Suivant en silence un chemin pavé, il me guida dans son Église à
ciel ouvert.
Il
y avait là, disposés en arc de cercle, dix-neuf totems hiératiques,
les visages anguleux, les bouches charnues, les corps torsadés,
comme un lointain écho des entrelacs celtiques. Assis sur l'herbe au
pied de ses totems, René Raoult me parla avec douceur du ciel et de
la terre, de l'enseignement initiatique d'un vieux sabotier, Tonton
Jean, et de sa maison spirituelle, son Église. Ni hasard ni artifice
dans ce lieu sacré, car l'esprit des anciens dieux s'était fait
matière dans les totems nés sous une pluie de pétales célestes.
L’oeuvre
plongeait ses racines dans les archives planétaires peuplées
d'adorateurs de la Lune et des étoiles, qui dansent, pour
l'éternité, autour de hautes statues hiératiques appelant les
dieux de l'Amour et de la Force...
L’aventure
de René Raoult avait commencé en juillet 1984. Un ami était venu
lui annoncer qu'un bel arbre venait d'être abattu dans le bois
voisin. Quand il arriva sur les lieux, il reconnut dans l'arbre
couché le Christ qui dormait. Il lui souriait. Ce fut un choc. Il le
ramena chez lui et sculpta pendant trois jours à la tronçonneuse le
fût écorché. Le 14 juillet 1984, il plantait en terre le totem
Christ haut de six mètres. Dans l'après-midi de ce même jour, une
voix intérieure l'invitait à construire une maison pour ce Christ.
« J’étais
en quête d'arbres, me
dit-il,
et j'ai découvert ceux qui allaient devenir les piliers du futur
Jardin ».
À partir de ce jour, le simple sculpteur René Raoult, porté par
une puissante force invisible, devint le bâtisseur inspiré du
Jardin de Pierre. Architecture insolite dans la campagne bretonne qui
effraiera les voisins inquiets de voir s'élever dans le ciel des
Côtes-d'Armor des «têtes
d'Indiens».
Tout
à la fois pilier du Jardin et arbre du Savoir, chaque statue-totem
porte le nom d'une divinité puisée dans la théurgie chrétienne
et païenne, et compose ainsi un mystérieux alphabet mystique: le
Christ, la Lune, les Sages, les Gardiens, la Mère, l'Univers, le
Père, le Soleil, le Diable Vaincu... Le faiseur de totems aurait-il
retrouvé la connaissance des arbres, l'ogham, le langage secret des
Celtes?
Les
visages des totems étaient graves. Certains étaient borgnes.

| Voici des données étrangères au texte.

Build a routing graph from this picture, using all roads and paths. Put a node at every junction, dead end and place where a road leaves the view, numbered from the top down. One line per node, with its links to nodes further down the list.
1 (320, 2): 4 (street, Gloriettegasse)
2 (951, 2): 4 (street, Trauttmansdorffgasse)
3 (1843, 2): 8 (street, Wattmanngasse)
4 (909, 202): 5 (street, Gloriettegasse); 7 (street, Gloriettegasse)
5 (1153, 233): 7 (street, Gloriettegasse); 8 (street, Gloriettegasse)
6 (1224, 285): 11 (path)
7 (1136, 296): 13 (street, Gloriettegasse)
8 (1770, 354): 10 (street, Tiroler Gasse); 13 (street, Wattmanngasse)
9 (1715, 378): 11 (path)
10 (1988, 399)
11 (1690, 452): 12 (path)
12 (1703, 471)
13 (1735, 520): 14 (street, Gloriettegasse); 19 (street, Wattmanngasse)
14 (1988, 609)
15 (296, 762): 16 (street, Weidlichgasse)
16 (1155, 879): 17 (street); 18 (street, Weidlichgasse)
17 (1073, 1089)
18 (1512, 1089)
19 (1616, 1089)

D'autres n'avaient qu'une oreille, souvenir de la surdité de
l'artiste. Leurs bouches étaient charnues, goulues. Ils méditaient
sur le monde et ses sanglots. Je reconnus dans le travail de René
Raoult cette inspiration celtique qui adore les lignes torturées et
les entrelacs, le jeu de l'ombre et de la lumière qui passe sur les
visages anguleux, façonnant des traits durs, burinés par les
embruns et le soleil bretons. Je sentais bien qu’outre leur valeur
artistique, ces sculptures avaient une fonction magique, capter les
forces cosmiques, dialoguer avec l’infini grand. Le Jardin de
Pierre devenait ainsi l’achèvement de la longue quête d'un
homme qui a vécu mille souffrances et a voulu confier au bois et au
granite les forces primitives qui l'habitent.
C’est
la haute silhouette du Christ qui m’accueillit, m’invitant à
pénétrer à l'intérieur du temple, chemin initiatique vers la
Lumière. Gardien de la dépouille du Diable Vaincu qui se roule à
ses pieds, René Raoult m’expliqua qu’il appelait les forces du
Soleil levant à venir éclairer la planète. À ses côtés, la
Lune, les yeux mi-clos, rêvait. Plus loin un Sage, les mains sur son
ventre orné d'un sexe géant, regardait le Roi Couronné qui gardait
son peuple de bois. Entre les deux, la Mère, hautaine, bénissait
les voyageurs de passage. L'Univers à la bouche pulpeuse saluait le
Soleil à l'oeil unique et perçant. René Raoult se rapprocha de moi
et me dit le doigt tendu vers le ciel : « Vous
savez, le dernier rayon de soleil, du mois de mai à la fin
septembre, vient mourir sur le visage du totem Soleil ».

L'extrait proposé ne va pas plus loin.